== Work task ==
If a line below contains the word "Spokojna", count it; give only the total.

-- Records provided follows --

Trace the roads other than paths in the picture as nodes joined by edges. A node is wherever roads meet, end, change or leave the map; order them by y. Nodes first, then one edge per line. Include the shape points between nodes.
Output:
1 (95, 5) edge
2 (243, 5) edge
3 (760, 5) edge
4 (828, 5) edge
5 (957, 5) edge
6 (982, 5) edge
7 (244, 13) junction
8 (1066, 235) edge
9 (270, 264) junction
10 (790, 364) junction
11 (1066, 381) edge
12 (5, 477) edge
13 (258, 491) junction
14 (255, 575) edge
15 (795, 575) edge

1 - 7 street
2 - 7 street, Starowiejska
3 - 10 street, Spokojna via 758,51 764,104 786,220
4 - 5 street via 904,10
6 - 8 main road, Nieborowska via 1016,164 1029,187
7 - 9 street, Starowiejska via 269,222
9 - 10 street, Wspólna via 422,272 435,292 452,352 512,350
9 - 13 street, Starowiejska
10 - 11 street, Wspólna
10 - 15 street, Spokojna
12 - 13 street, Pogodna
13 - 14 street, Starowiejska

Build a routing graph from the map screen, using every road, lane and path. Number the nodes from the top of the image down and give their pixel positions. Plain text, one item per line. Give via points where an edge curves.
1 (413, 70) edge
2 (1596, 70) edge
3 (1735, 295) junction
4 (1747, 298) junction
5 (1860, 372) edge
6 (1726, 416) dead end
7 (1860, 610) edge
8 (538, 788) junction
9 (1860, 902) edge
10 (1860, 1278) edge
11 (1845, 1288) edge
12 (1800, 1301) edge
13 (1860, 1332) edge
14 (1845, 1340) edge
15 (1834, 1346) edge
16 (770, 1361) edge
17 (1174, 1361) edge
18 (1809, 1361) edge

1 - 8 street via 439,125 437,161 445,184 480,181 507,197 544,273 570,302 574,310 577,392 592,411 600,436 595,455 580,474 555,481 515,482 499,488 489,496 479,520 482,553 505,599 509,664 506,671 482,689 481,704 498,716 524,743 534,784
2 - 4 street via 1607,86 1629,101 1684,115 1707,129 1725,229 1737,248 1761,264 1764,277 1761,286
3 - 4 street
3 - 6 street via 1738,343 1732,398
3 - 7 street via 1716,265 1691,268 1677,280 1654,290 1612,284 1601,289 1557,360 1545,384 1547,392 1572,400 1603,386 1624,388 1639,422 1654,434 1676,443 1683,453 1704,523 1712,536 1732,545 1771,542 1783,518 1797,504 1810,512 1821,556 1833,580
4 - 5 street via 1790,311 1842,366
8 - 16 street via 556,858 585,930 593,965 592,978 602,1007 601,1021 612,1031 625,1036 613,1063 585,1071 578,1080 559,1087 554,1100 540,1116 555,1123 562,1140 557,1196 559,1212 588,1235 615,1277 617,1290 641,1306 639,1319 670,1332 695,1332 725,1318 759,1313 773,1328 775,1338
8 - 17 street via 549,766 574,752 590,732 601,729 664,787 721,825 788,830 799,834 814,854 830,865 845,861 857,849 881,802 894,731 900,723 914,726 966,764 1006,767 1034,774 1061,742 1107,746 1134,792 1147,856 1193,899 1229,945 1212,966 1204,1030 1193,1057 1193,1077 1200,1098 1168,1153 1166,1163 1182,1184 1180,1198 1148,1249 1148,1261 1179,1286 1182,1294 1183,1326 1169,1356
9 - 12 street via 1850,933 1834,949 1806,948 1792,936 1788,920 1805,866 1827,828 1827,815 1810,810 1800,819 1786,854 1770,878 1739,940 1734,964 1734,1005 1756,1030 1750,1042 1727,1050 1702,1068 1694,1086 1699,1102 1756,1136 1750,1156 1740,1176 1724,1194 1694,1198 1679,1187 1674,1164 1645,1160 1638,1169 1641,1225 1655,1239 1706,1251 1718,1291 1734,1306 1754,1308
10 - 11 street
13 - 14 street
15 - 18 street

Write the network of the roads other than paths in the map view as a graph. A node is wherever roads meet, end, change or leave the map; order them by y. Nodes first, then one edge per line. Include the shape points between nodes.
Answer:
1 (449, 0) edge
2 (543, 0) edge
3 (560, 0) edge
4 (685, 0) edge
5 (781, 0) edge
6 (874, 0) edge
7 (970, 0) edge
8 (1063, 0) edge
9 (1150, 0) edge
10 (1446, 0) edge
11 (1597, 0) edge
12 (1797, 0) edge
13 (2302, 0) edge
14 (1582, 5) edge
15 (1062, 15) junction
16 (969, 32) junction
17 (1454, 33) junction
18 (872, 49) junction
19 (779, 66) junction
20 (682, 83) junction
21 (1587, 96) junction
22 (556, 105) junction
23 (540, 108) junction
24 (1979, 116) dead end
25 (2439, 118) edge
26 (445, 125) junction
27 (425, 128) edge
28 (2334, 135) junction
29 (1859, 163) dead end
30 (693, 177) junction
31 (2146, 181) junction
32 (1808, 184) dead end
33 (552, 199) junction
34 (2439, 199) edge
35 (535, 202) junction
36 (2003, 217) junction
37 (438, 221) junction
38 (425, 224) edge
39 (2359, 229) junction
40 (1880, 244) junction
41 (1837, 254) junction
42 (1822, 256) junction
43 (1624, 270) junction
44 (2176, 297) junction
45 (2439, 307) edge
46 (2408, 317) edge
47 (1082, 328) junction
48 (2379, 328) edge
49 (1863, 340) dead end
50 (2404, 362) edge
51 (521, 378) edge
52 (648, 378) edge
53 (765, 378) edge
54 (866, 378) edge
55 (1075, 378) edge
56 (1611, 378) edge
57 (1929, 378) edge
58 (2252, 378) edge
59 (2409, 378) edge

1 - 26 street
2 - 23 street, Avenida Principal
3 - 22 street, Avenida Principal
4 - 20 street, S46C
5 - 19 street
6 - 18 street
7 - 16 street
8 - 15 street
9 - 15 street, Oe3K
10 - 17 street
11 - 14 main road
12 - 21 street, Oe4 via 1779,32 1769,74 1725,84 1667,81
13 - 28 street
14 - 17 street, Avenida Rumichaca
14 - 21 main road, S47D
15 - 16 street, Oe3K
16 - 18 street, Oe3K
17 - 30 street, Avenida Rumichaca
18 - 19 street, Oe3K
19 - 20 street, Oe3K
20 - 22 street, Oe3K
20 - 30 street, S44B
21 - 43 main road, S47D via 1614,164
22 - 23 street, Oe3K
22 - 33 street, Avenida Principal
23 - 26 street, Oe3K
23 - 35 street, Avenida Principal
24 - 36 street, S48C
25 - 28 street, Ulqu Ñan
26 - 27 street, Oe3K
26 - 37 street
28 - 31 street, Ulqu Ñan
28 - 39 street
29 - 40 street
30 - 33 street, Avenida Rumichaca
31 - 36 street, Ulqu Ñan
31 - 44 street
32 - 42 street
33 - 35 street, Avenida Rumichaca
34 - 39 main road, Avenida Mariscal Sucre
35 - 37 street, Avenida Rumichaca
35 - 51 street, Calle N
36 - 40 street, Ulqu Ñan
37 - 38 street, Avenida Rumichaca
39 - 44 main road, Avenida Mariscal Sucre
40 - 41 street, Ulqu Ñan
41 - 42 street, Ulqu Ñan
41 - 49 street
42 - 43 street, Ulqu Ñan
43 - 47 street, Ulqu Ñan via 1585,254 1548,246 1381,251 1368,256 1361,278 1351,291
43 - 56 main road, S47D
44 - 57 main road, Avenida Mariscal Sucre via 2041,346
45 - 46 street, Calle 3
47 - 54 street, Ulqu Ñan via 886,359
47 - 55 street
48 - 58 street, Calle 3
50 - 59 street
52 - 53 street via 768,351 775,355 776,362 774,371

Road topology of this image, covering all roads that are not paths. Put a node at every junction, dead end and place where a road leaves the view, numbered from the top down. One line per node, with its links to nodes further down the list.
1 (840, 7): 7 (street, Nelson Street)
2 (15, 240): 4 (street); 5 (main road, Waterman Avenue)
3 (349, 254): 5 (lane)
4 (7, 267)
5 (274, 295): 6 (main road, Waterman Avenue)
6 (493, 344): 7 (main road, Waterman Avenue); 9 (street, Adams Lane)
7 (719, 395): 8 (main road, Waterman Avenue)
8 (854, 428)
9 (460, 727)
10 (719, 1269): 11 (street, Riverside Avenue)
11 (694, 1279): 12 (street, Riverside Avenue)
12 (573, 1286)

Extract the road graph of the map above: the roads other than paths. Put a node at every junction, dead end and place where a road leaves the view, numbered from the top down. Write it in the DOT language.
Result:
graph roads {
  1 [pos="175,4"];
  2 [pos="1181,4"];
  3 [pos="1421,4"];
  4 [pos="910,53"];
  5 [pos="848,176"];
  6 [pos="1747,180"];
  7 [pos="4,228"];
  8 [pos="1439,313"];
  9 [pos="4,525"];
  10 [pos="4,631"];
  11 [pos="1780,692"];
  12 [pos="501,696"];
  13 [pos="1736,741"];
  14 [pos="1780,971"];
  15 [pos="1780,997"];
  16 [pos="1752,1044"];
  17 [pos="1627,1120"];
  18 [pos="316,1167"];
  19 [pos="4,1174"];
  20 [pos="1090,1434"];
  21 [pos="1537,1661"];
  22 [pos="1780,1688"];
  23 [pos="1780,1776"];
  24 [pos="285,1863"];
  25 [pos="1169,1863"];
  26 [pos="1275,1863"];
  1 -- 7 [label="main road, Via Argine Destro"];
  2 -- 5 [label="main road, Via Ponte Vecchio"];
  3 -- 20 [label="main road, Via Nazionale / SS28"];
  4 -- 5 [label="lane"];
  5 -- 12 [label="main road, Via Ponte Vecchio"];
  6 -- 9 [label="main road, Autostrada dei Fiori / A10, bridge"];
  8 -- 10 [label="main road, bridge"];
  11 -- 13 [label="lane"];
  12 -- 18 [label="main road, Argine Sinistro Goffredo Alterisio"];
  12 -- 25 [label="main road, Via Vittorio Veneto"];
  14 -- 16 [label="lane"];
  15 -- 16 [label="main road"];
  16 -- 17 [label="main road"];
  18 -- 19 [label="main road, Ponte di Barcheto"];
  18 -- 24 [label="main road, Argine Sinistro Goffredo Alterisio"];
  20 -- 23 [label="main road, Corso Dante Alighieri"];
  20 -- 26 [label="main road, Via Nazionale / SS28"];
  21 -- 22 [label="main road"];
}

-- Records provided concluded --

== Reply ==
2